The problem:
How many of the lines below include the word "main"? Only the number should be given.

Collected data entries
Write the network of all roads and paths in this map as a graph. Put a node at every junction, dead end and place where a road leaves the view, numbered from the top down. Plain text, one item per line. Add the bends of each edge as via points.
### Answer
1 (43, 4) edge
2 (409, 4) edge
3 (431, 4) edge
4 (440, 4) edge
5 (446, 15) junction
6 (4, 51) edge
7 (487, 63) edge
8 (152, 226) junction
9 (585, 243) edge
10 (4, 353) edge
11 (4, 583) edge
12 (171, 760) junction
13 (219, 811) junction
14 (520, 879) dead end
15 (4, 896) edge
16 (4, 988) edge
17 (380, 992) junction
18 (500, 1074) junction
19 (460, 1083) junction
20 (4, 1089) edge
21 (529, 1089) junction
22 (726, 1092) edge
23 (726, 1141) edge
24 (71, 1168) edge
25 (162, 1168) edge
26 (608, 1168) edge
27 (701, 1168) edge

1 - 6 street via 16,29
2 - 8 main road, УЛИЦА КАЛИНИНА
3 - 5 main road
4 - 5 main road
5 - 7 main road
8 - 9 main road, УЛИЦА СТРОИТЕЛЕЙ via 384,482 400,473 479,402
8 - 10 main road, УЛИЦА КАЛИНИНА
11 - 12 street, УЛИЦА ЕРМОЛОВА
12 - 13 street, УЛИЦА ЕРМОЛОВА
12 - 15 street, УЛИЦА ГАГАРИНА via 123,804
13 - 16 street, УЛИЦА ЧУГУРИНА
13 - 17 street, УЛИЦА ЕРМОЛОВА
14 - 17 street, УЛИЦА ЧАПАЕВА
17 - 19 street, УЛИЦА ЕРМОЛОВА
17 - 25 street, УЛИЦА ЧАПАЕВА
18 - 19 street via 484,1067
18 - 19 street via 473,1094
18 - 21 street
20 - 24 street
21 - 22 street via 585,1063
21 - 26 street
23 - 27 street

---

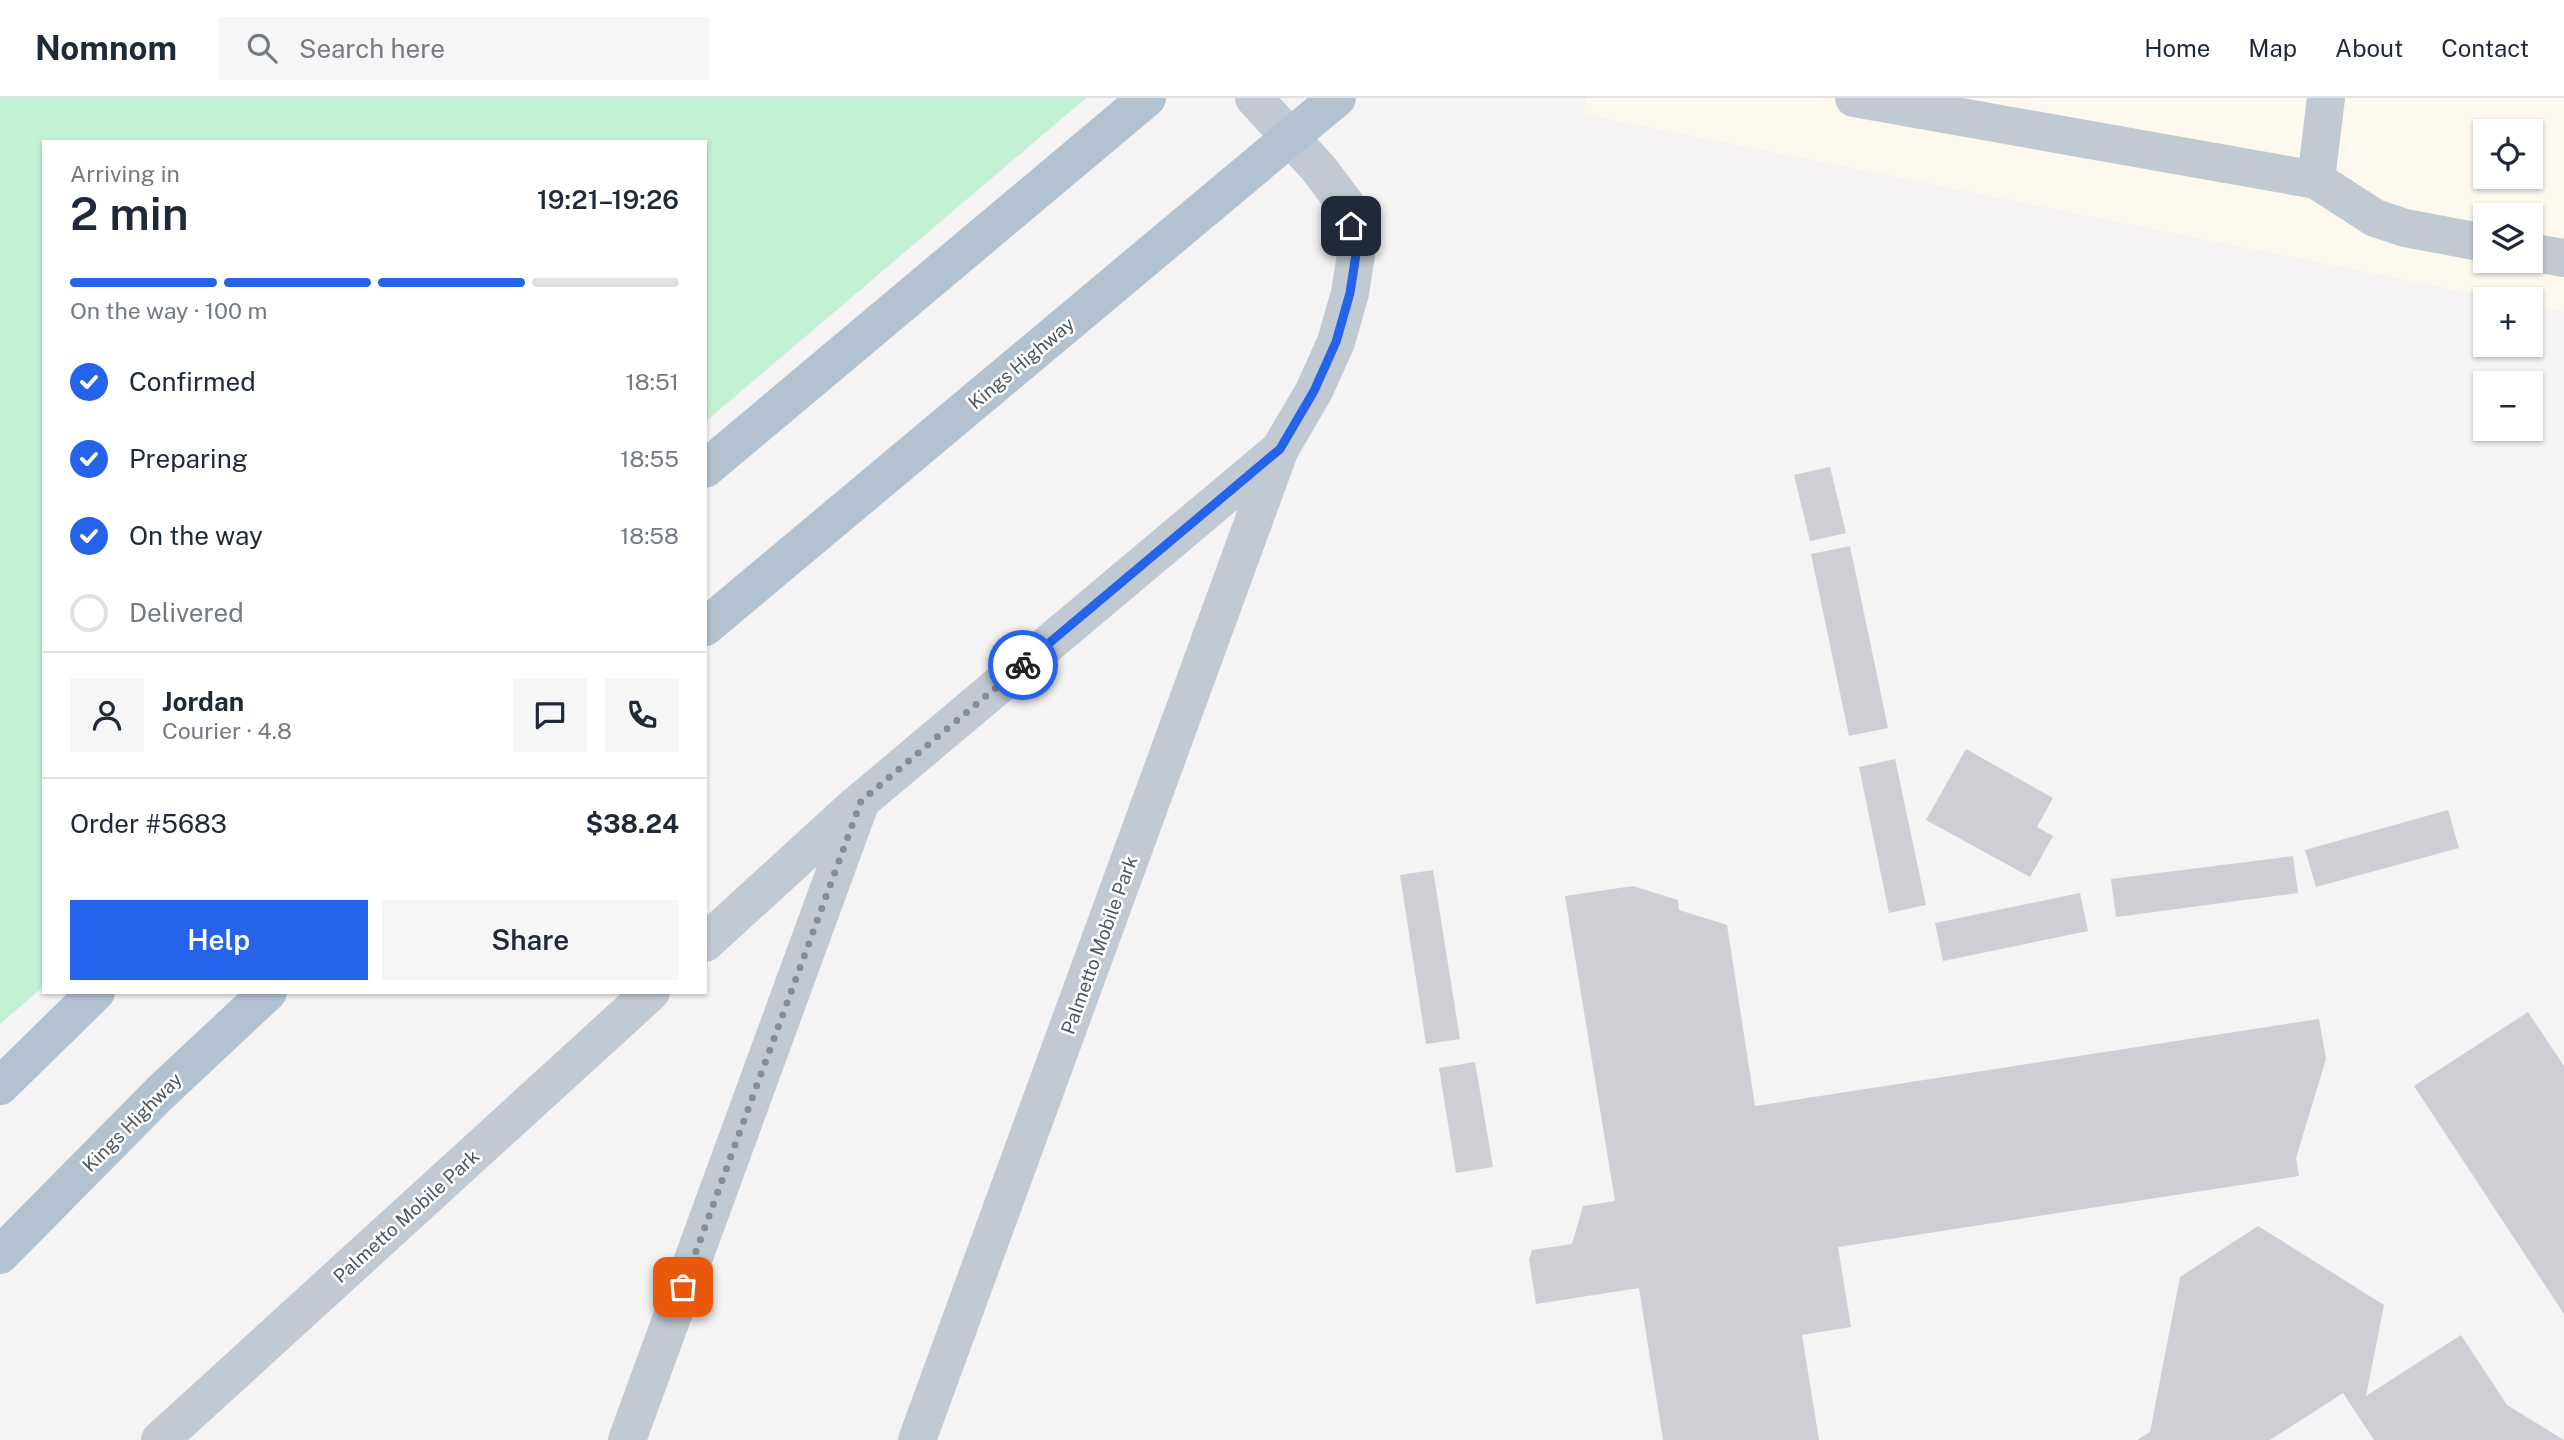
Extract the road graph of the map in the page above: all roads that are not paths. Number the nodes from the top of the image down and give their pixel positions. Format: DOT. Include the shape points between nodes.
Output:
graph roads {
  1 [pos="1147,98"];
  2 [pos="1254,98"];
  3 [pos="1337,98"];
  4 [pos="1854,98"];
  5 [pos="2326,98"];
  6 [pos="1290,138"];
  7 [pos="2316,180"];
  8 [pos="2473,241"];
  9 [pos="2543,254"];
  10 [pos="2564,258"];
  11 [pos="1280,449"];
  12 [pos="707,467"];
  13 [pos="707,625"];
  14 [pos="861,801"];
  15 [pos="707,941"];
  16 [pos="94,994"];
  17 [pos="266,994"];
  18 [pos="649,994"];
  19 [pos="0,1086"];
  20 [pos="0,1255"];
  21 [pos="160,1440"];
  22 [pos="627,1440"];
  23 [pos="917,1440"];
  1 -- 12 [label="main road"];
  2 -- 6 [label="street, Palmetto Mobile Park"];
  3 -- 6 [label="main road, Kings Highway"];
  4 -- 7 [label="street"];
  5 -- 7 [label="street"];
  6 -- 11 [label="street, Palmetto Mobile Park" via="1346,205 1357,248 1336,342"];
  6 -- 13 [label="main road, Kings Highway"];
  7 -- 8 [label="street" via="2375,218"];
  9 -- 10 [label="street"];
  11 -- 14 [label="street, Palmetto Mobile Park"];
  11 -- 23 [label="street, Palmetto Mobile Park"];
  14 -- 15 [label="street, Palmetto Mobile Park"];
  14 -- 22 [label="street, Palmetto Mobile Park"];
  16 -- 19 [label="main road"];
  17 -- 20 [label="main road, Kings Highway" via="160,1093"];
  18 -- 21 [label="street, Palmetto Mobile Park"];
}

Answer section:
11